[Saved data entries]
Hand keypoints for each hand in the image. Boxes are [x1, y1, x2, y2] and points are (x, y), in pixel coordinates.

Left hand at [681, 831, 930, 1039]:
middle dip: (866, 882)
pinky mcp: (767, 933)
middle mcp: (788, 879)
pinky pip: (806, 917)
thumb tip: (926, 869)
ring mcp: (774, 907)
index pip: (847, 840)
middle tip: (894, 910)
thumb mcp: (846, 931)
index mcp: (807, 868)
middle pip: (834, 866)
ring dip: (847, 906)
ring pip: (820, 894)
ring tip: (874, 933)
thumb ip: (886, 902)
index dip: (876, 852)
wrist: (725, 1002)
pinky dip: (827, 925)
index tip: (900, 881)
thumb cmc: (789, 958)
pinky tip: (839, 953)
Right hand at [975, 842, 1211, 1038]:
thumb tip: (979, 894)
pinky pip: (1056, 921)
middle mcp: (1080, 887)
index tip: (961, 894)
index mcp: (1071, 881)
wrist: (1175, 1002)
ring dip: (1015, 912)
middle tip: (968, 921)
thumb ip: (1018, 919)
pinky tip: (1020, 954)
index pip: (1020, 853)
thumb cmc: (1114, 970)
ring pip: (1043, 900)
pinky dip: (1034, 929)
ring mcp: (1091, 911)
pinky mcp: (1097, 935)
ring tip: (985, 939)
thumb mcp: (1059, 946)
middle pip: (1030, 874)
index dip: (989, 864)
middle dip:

**Problem description**. Repeat exactly the lines of the records from the one containing "ring mcp: (1091, 911)" to the last, and include no line outside that stretch.

**Output below**.
ring mcp: (1091, 911)
pinky mcp: (1097, 935)
ring tip: (985, 939)
thumb mcp: (1059, 946)
middle pip: (1030, 874)
index dip: (989, 864)
middle dip:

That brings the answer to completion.